What this task involves → Determine how many lines in the records below contain "Drive", then state that number alone.

[Input — start]

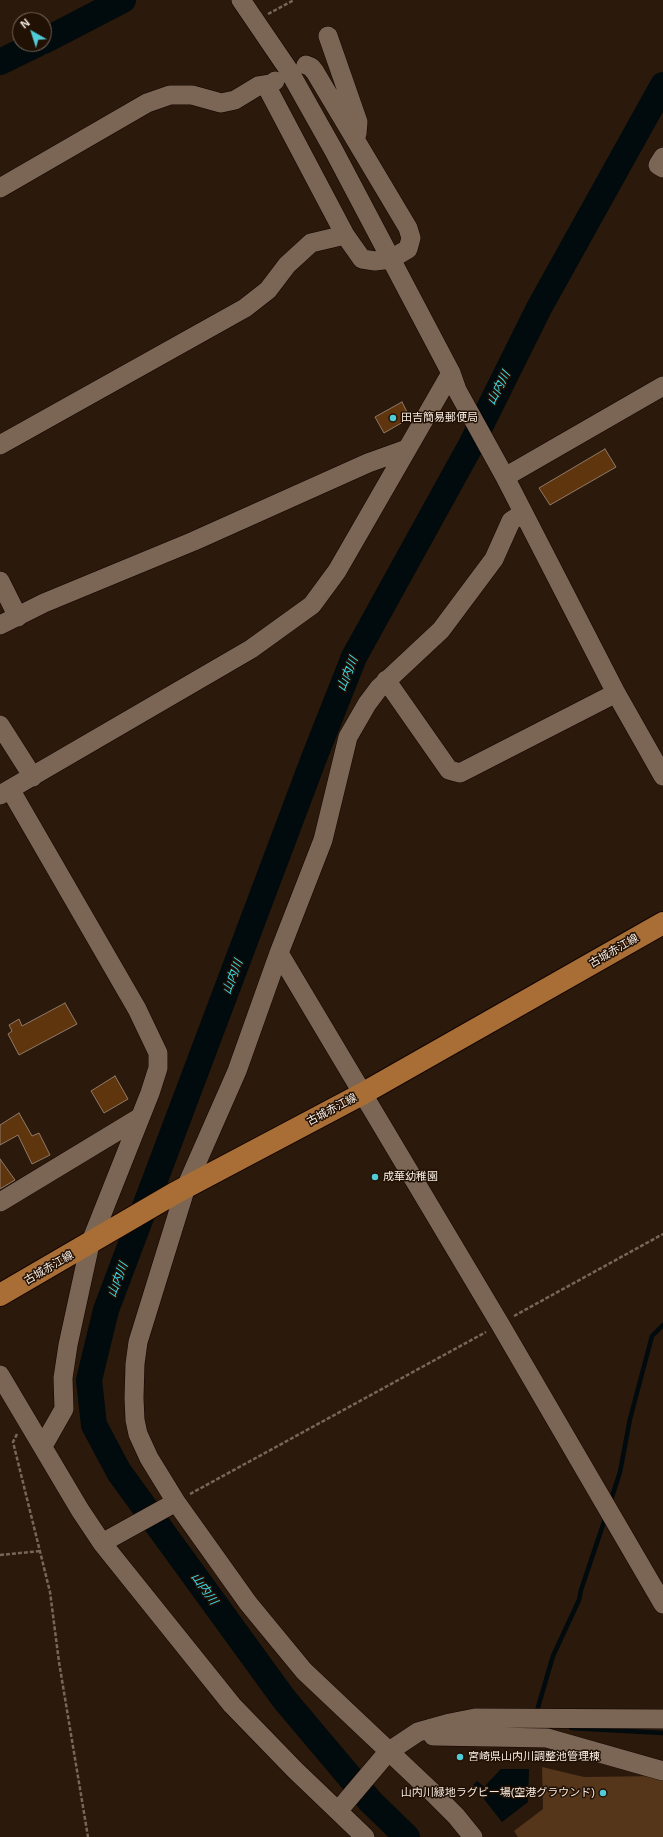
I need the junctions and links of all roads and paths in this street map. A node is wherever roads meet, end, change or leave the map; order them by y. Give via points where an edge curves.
1 (294, 0) edge
2 (248, 10) edge
3 (328, 36) dead end
4 (306, 65) dead end
5 (356, 139) junction
6 (663, 157) edge
7 (663, 168) edge
8 (0, 188) edge
9 (345, 235) junction
10 (390, 259) junction
11 (454, 381) junction
12 (663, 386) edge
13 (0, 445) edge
14 (406, 449) junction
15 (505, 477) junction
16 (523, 513) junction
17 (0, 581) edge
18 (18, 617) junction
19 (0, 625) edge
20 (386, 680) junction
21 (616, 693) junction
22 (0, 725) edge
23 (663, 776) edge
24 (33, 777) junction
25 (5, 792) edge
26 (663, 923) edge
27 (279, 953) junction
28 (362, 1094) junction
29 (139, 1118) junction
30 (180, 1190) junction
31 (0, 1202) edge
32 (663, 1234) edge
33 (96, 1241) junction
34 (0, 1295) edge
35 (500, 1324) junction
36 (0, 1375) edge
37 (27, 1418) junction
38 (43, 1446) junction
39 (176, 1502) junction
40 (102, 1543) junction
41 (41, 1551) junction
42 (0, 1555) edge
43 (663, 1604) edge
44 (663, 1719) edge
45 (431, 1728) junction
46 (385, 1755) junction
47 (663, 1771) edge
48 (342, 1805) junction
49 (88, 1837) edge
50 (366, 1837) edge
51 (473, 1837) edge

1 - 2 path
2 - 10 street via 288,69 323,130
3 - 5 street via 358,122
4 - 5 street via 315,72
5 - 10 street via 408,228 408,249
6 - 7 street via 658,165
8 - 9 street via 147,103 170,96 192,95 221,103 235,100 258,86 273,83 269,91
9 - 10 street via 362,259
9 - 13 street via 312,244 287,266 268,290 245,308
10 - 11 street
11 - 14 street
11 - 15 street
12 - 15 street
14 - 18 street via 44,603
14 - 24 street via 337,571 312,605 251,649
15 - 16 street
16 - 20 street via 511,521 494,559 441,630
16 - 21 street
17 - 18 street
18 - 19 street
20 - 21 street via 449,770 460,773
20 - 27 street via 367,704 348,736 323,840
21 - 23 street
22 - 24 street
24 - 25 street
25 - 29 street via 137,1009 158,1053 158,1068
26 - 28 main road, 古城赤江線
27 - 28 street
27 - 30 street via 237,1071
28 - 30 main road, 古城赤江線
28 - 35 street
29 - 31 street
29 - 33 street
30 - 33 main road, 古城赤江線
30 - 39 street via 138,1342 134,1398 138,1434 149,1458
32 - 35 path
33 - 34 main road, 古城赤江線
33 - 38 street via 68,1345 63,1378 64,1409
35 - 39 path
35 - 43 street
36 - 37 street
37 - 38 street
37 - 41 path via 13,1442
38 - 40 street
39 - 40 street
39 - 46 street via 248,1603 304,1671
40 - 48 street via 232,1705 295,1770
41 - 42 path
41 - 49 path via 50,1592
44 - 45 street via 475,1718
45 - 46 street via 418,1732
45 - 47 street via 433,1736 547,1738
46 - 48 street
46 - 51 street via 456,1816
48 - 50 street

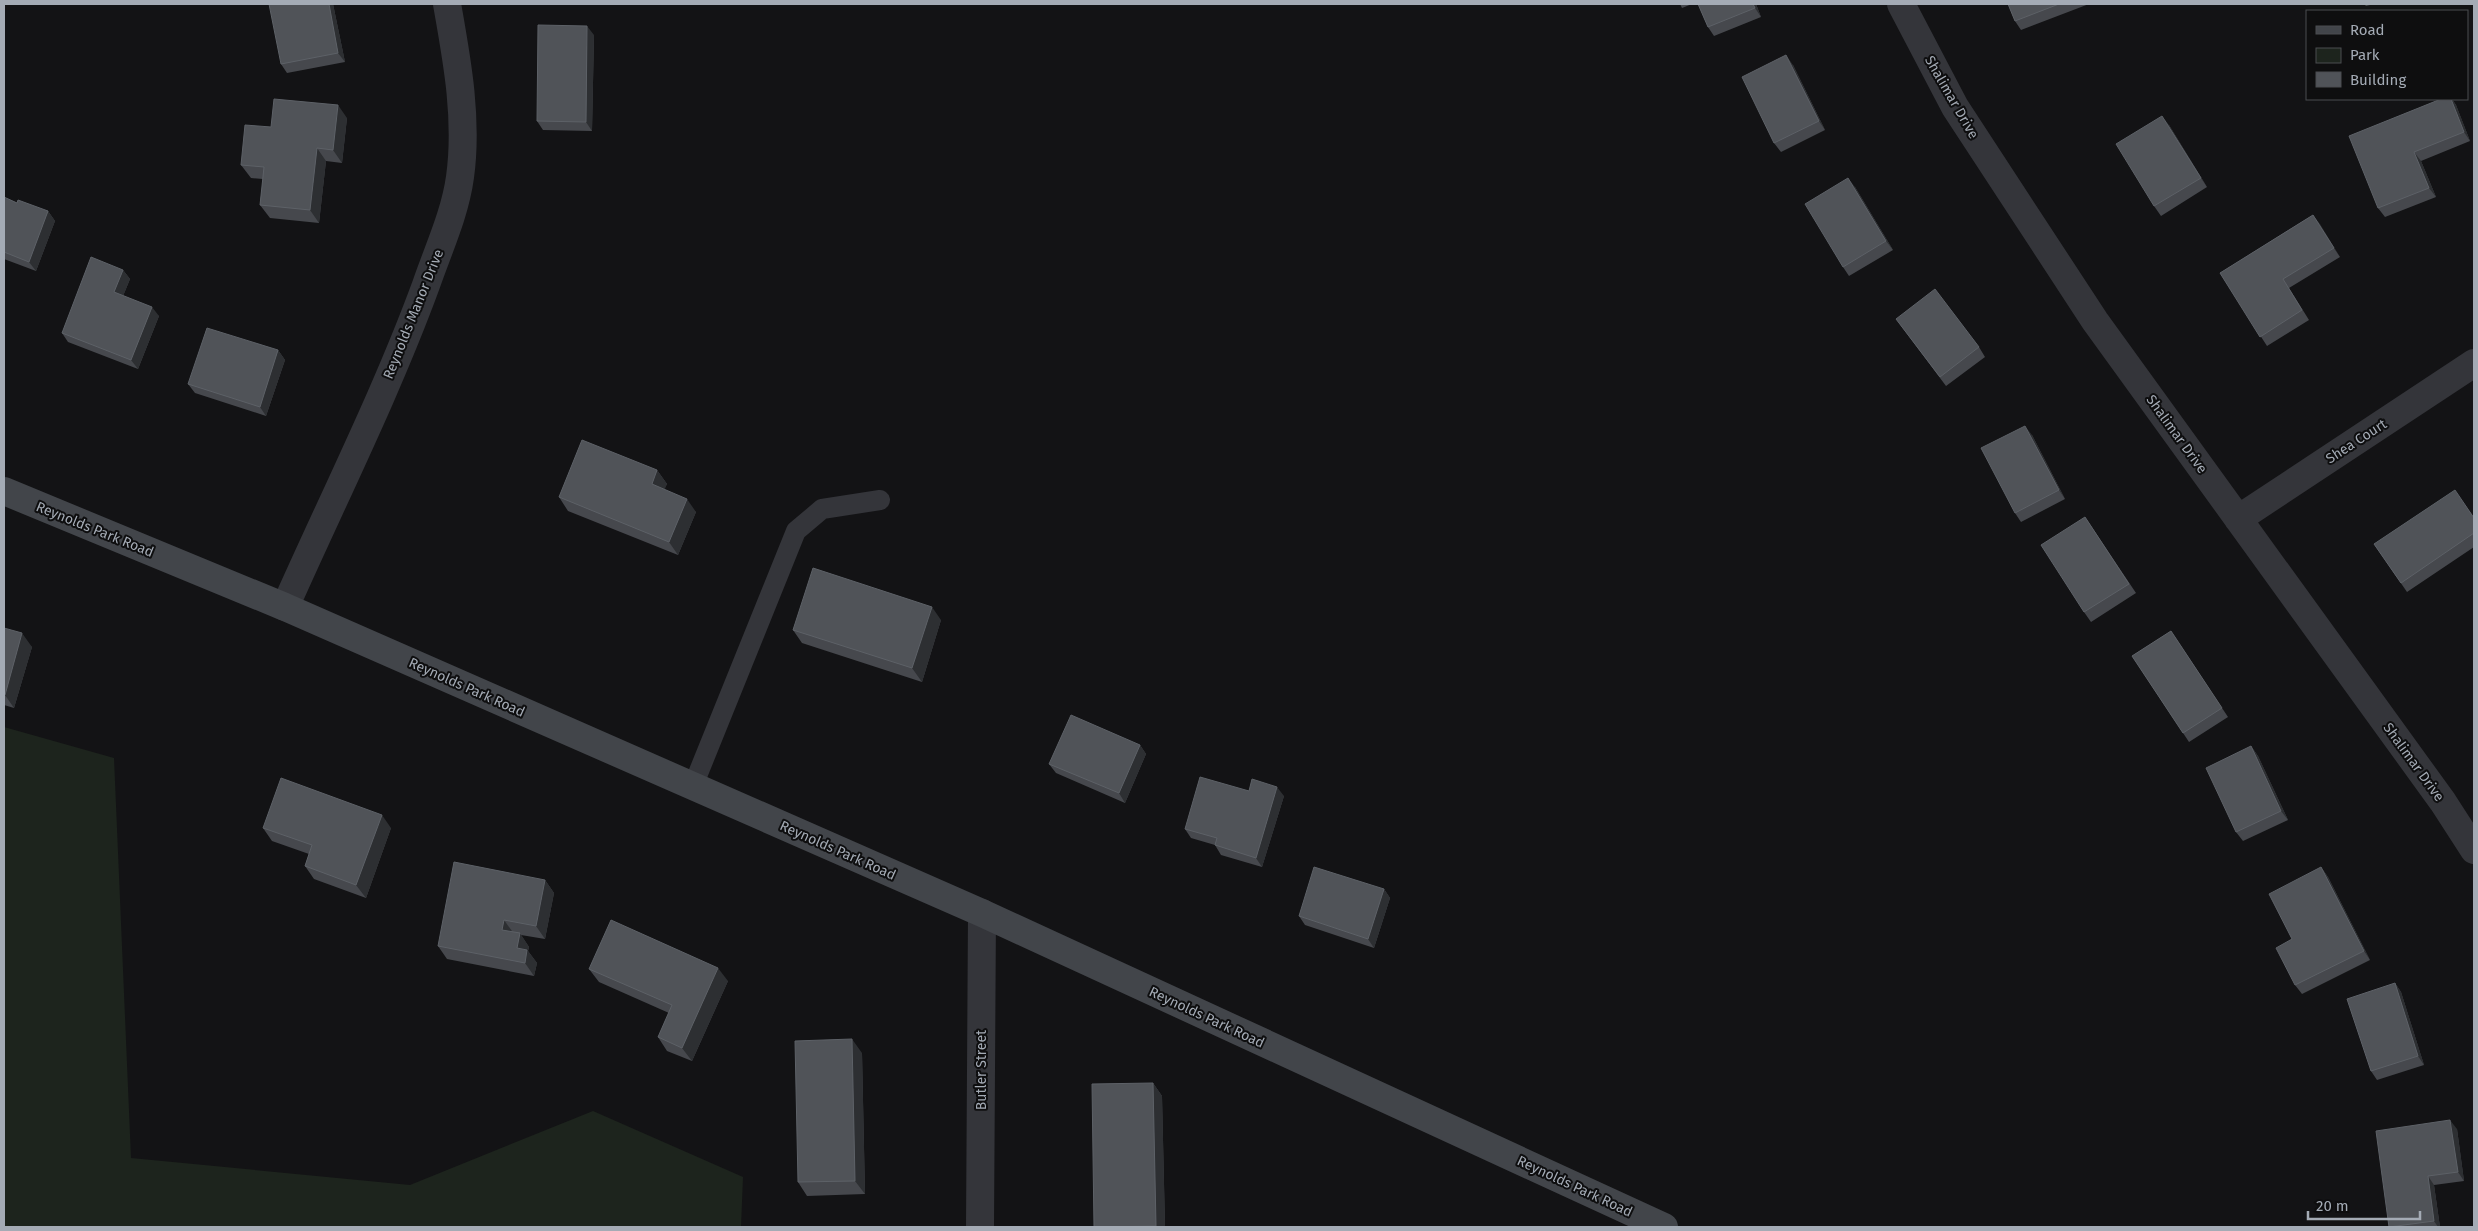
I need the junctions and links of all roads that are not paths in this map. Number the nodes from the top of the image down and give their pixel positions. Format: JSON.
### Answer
{"nodes":[{"id":1,"x":447,"y":4,"type":"edge"},
{"id":2,"x":1900,"y":4,"type":"edge"},
{"id":3,"x":2474,"y":363,"type":"edge"},
{"id":4,"x":4,"y":491,"type":"edge"},
{"id":5,"x":880,"y":500,"type":"dead end"},
{"id":6,"x":2238,"y":519,"type":"junction"},
{"id":7,"x":285,"y":607,"type":"junction"},
{"id":8,"x":693,"y":786,"type":"junction"},
{"id":9,"x":2474,"y":850,"type":"edge"},
{"id":10,"x":982,"y":913,"type":"junction"},
{"id":11,"x":980,"y":1227,"type":"edge"},
{"id":12,"x":1664,"y":1227,"type":"edge"}],
"edges":[{"from":1,"to":7,"type":"street","name":"Reynolds Manor Drive"},
{"from":2,"to":6,"type":"street","name":"Shalimar Drive"},
{"from":3,"to":6,"type":"street","name":"Shea Court"},
{"from":4,"to":7,"type":"main road","name":"Reynolds Park Road"},
{"from":5,"to":8,"type":"lane"},
{"from":6,"to":9,"type":"street","name":"Shalimar Drive"},
{"from":7,"to":8,"type":"main road","name":"Reynolds Park Road"},
{"from":8,"to":10,"type":"main road","name":"Reynolds Park Road"},
{"from":10,"to":11,"type":"street","name":"Butler Street"},
{"from":10,"to":12,"type":"main road","name":"Reynolds Park Road"}]}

[Input — finish]

Reply → 3